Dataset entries

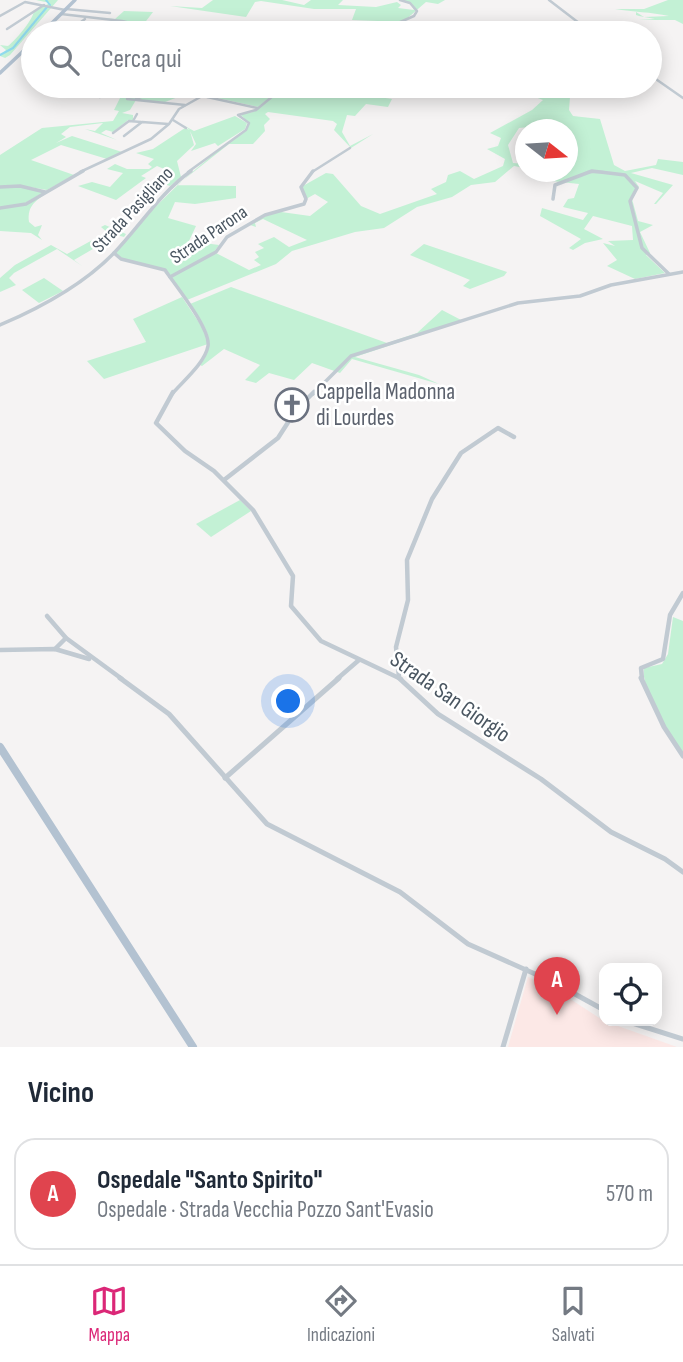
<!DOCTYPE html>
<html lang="it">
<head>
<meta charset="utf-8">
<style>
  :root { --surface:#fff; --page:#f2f2f3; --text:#1f2937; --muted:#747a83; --line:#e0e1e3; --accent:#db2777 }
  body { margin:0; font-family:"Sofia Sans Condensed",sans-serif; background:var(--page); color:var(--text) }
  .controls { position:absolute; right:21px; bottom:21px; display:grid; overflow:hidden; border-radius:14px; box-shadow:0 4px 18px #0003 }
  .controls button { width:63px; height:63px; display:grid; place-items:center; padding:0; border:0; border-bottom:2px solid var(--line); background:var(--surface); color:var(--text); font:35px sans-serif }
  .compass { position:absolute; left:515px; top:119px; width:63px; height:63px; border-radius:50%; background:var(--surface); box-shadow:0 4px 18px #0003; rotate:107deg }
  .you { position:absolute; left:289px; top:702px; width:24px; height:24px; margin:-18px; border:5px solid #fff; border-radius:50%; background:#1a73e8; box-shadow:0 0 0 10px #1a73e833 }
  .badge { display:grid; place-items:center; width:46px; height:46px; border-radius:50%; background:var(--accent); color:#fff; font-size:23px; font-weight:700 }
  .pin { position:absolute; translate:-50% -58px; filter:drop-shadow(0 2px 4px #0008) }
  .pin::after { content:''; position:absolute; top:37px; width:24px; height:21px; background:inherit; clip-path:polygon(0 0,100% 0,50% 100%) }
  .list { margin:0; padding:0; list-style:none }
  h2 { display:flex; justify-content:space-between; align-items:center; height:91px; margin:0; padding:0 28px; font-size:30px }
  h2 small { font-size:23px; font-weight:400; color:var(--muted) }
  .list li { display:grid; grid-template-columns:46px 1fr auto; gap:21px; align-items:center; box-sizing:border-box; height:112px; margin:0 14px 14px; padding:0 14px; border:2px solid var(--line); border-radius:21px }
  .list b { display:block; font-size:26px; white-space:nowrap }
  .list p { margin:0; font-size:23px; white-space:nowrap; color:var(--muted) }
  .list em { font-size:23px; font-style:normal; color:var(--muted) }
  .icon { flex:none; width:38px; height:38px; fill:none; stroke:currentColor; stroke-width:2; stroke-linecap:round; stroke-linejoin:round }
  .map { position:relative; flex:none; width:683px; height:1047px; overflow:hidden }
  .search { position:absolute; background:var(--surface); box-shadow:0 4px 18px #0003; left:21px; right:21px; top:21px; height:77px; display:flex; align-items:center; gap:18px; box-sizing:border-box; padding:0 24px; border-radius:38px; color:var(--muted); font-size:26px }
  .sheet { height:217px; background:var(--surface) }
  nav { display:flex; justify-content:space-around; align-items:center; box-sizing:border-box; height:98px; border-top:2px solid var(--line); background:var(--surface); font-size:19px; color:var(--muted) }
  nav a { display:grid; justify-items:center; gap:4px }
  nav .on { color:var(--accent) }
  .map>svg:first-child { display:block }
  .medical { fill:#fce8e6 }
  .green { fill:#c3f1d5 }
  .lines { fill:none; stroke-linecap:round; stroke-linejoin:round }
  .stream { stroke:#90daee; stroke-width:2 }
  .minor-far3 { stroke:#c1cad2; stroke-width:2.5 }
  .minor-far2 { stroke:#c1cad2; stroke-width:3.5 }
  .minor-far1 { stroke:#c1cad2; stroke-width:4.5 }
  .minor { stroke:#c1cad2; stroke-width:5 }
  .major-far1 { stroke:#b3c2d1; stroke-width:3.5 }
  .major { stroke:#b3c2d1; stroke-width:8 }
  .labels { text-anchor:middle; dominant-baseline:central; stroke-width:5; stroke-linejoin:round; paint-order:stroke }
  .far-street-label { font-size:19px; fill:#4a5661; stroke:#fff }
  .worship-label { font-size:23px; fill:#5b616d; stroke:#fff; text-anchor:start }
  .street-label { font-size:23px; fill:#4a5661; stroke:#fff }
</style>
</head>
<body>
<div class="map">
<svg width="683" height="1047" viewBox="0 0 683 1047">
  <rect width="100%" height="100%" fill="#f5f3f3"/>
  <polygon class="medical" points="528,977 561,993 604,1021 677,1047 508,1047"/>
  <g class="green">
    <path d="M36 0H58L10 55 5 58 0 56 6 50 0 45 8 46C18 38 33 19 34 11L50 3Z"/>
    <polygon points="213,0 282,0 304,5 311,0 343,0 338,5 376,7 397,2 401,5 398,8 414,10 410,3 401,0 445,0 438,4 426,2 403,22 352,20 356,9 314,9 261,1 255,2 246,17 170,6 202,8"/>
    <path d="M668 0H683V24L675 20H639L655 19 639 16 636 15V12L644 17 669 16C651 12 633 12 615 9H644Z"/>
    <polygon points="124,11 153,12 143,25 177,33 139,33 142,31 127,27 114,33 98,33 119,21 100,18 115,19"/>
    <path d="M46 86H110L103 91 119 95 132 86H196L194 91 201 96 191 92 165 102 136 100 130 110 122 113 133 115V121L128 120 113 132 106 130 101 133 117 140 85 129 95 131 103 123 70 127 61 134 66 137 56 143 72 136 122 152 107 159 61 145 31 160 74 175 47 190 18 185 44 192 18 207 48 192C36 201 27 205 29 222L35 227 42 225 38 235 42 240 31 233 0 231V155L42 128 113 121 119 111 114 110 120 98Z"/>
    <polygon points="284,86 258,107 204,95 219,87"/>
    <path d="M316 86H457L445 94 418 88 413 95 382 92 379 97 392 99 388 107 366 104 355 116 347 115 342 132 350 146 373 134 351 148 334 130 337 124 333 121 268 112 265 114 270 119 264 125 265 131 253 144H229L177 185 236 186V198L195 204 175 202 168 218 196 226 189 241 219 245 214 252 249 270 261 265 254 260 259 257 255 252 264 248 258 244 274 237 289 247 307 240 263 219 255 223 256 227 250 225 274 211 310 216 328 202 315 194 306 199 301 187 326 173 333 174 361 206 380 214 437 194 431 189 446 182 448 175 460 171 474 179 503 166 505 159 487 149 498 146 501 138 490 133 532 110 543 100 509 87 487 86H622L583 90 587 98 570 97 569 110 573 116 600 119 614 165 625 171 656 165 658 159 683 162V175L652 168 631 173 673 185 656 204H654L663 193 635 181 639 187 632 199 638 221 653 225 640 232 650 253 646 255 665 273 635 279 607 266 617 260 603 243 615 246 608 241 633 240 632 226 593 216 584 229 603 239 585 243 573 250 569 248 581 239 540 216 542 208 583 220 588 213 563 207 568 199 574 198 579 184 552 181 560 176 542 172H568V130L541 129 539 126 519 128 508 145 513 163 525 164V168L514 166 495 182 471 185 452 197 417 207 384 228 355 232 292 251 276 264 187 300 165 269 121 258 115 253C154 205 195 165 246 131L249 123 240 114 253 112 284 87 318 94 313 91Z"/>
    <polygon points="235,116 247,123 245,129 218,146 215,143 191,151 196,144 190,131 194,145 177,161 181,177 170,186 155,181 169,171 157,166 141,176 146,178 116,200 78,186 92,182 110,187 123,173 107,169 115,164 127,169 149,169 152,167 148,164 154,159 136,153 153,149 185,128 190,130 183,125 194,131"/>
    <polygon points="105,225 126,234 124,237 117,235 74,260 82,266 57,249 14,273 9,278 16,285 0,292 0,278 15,265 51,245 67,254 107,232 101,227"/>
    <polygon points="424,244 507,272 504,276 470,289 463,286 470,280 410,255"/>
    <polygon points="44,278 63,291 39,303 22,290"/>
    <path d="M231 287 387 343 417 333 442 310 463 321 355 357 419 375 439 384 352 359 340 373 312 363 294 380 269 373 256 383 245 380 260 365 224 349 202 366 200 365C219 339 204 328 190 304Z"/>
    <polygon points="182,297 204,330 208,344 104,379 87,361 146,342 133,319"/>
    <polygon points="240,500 251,511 211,537 196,524"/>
    <path d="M673 617 683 621V753C671 736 640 688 644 668L662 664 668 654Z"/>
  </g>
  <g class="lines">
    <g class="stream">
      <polyline points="46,0 50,5"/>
      <polyline points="0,55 13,48 47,7"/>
    </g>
    <g class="minor-far3">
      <polyline points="549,0 592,33"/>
      <polyline points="66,9 110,13"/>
      <polyline points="61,14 122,21 172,33"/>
      <polyline points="0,16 25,2 65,10"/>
      <polyline points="7,29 44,5"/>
      <polyline points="43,32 56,33"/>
      <polyline points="66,33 85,19"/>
      <polyline points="375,33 414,16 417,11 410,3 400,0"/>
      <polyline points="650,75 683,98"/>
      <polyline points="198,86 195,91 207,97 257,108"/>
      <polyline points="284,87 320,95"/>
      <polyline points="55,89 100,97"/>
      <polyline points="127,99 185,105"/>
      <polyline points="136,99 168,86"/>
      <polyline points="173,120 186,128"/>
      <polyline points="133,121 137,114"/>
      <polyline points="113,133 129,121 141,122"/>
      <polyline points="124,136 142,122 168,124"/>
      <polyline points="80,172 151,139 169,124 179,109 220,86"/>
      <polyline points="188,172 246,130 249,123 238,115 256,110 285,86"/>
      <polyline points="312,172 350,148"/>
      <polyline points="588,172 603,172"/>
    </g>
    <g class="minor-far2">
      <polyline points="0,187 20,186 45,192"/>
      <polyline points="553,199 555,185 592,171 625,175 637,188 630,201 642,248 669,274"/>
      <polyline points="0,208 26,204 83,171"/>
      <path d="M114 253 121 259 165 270C175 285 211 329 208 346 205 363 183 381 172 394"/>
      <polyline points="170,277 216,252 227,237 265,215 304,204 306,199 301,187 313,171"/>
      <path d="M0 325C40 308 83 285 114 253 140 226 160 193 191 171"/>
      <polyline points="313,394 351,356 518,303 580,296 611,285 683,272"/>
    </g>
    <g class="minor-far1">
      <polyline points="173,392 156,423 185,451 214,471 253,510 293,576 291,606 321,641 401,679"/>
      <polyline points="224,480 278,438 296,410 314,392"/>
      <polyline points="47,616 66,638 122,679"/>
      <polyline points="55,649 66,638"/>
      <polyline points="0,650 55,649 89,659"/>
      <polyline points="399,677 396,647 408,600 407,560 432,499 461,453 498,428 514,437"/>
      <polyline points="337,679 359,660"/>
      <polyline points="642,679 641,668 663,659 670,615 683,593"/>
    </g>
    <g class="minor">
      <polyline points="120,678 169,714 267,824 400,892 468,944 553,982 604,1010"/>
      <polyline points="399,678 438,714 541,779 611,832 665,859 683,872"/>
      <polyline points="641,678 664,727 683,756"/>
      <polyline points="225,778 339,678"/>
      <polyline points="626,1021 683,1039"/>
      <polyline points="503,1047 526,969"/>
    </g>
    <g class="major-far1">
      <polyline points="42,33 75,0"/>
      <polyline points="0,73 33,42"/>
    </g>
    <polyline class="major" points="0,747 193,1047"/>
  </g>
  <defs>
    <symbol id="church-ring" viewBox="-11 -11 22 22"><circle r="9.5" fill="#fff" stroke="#6b7280" stroke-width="1.5"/><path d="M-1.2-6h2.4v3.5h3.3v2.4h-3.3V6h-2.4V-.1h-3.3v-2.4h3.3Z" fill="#6b7280"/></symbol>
  </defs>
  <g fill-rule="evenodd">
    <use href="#church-ring" x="273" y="386" width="38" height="38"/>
  </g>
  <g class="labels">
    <g class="far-street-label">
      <text transform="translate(133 210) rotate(-47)">Strada Pasigliano</text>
      <text transform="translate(209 235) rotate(-34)">Strada Parona</text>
    </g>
    <g class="worship-label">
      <text x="316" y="392">Cappella Madonna<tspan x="316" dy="26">di Lourdes</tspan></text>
    </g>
    <g class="street-label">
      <text transform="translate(450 697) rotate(35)">Strada San Giorgio</text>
    </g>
  </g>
</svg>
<div class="controls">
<button><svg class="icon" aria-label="locate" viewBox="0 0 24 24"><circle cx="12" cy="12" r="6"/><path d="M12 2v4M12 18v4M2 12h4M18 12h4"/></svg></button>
</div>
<svg class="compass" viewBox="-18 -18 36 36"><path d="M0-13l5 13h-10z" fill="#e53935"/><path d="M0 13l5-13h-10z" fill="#747a83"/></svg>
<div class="you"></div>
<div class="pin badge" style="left:557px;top:1015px;background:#e0444e">A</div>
<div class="search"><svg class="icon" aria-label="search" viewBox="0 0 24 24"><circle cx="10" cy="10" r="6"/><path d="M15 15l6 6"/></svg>Cerca qui</div>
</div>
<section class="sheet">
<h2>Vicino<small></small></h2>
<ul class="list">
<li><span class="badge" style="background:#e0444e">A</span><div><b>Ospedale &quot;Santo Spirito&quot;</b><p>Ospedale · Strada Vecchia Pozzo Sant'Evasio</p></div><em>570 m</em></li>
</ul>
</section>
<nav>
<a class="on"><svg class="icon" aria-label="map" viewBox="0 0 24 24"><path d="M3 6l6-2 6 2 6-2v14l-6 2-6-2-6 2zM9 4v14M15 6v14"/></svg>Mappa</a>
<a><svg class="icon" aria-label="directions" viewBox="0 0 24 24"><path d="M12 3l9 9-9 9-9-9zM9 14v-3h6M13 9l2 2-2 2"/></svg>Indicazioni</a>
<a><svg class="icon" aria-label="saved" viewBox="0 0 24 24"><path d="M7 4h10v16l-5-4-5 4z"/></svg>Salvati</a>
</nav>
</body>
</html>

### ACTIVITY
From the records above, print exactly the lines that run from the line with "font-size:23px; font-style:normal; color:var(--muted)" to the line with "flex:none; width:38px; height:38px;", inclusive.

### ANSWER TO THIS TASK
  .list em { font-size:23px; font-style:normal; color:var(--muted) }
  .icon { flex:none; width:38px; height:38px; fill:none; stroke:currentColor; stroke-width:2; stroke-linecap:round; stroke-linejoin:round }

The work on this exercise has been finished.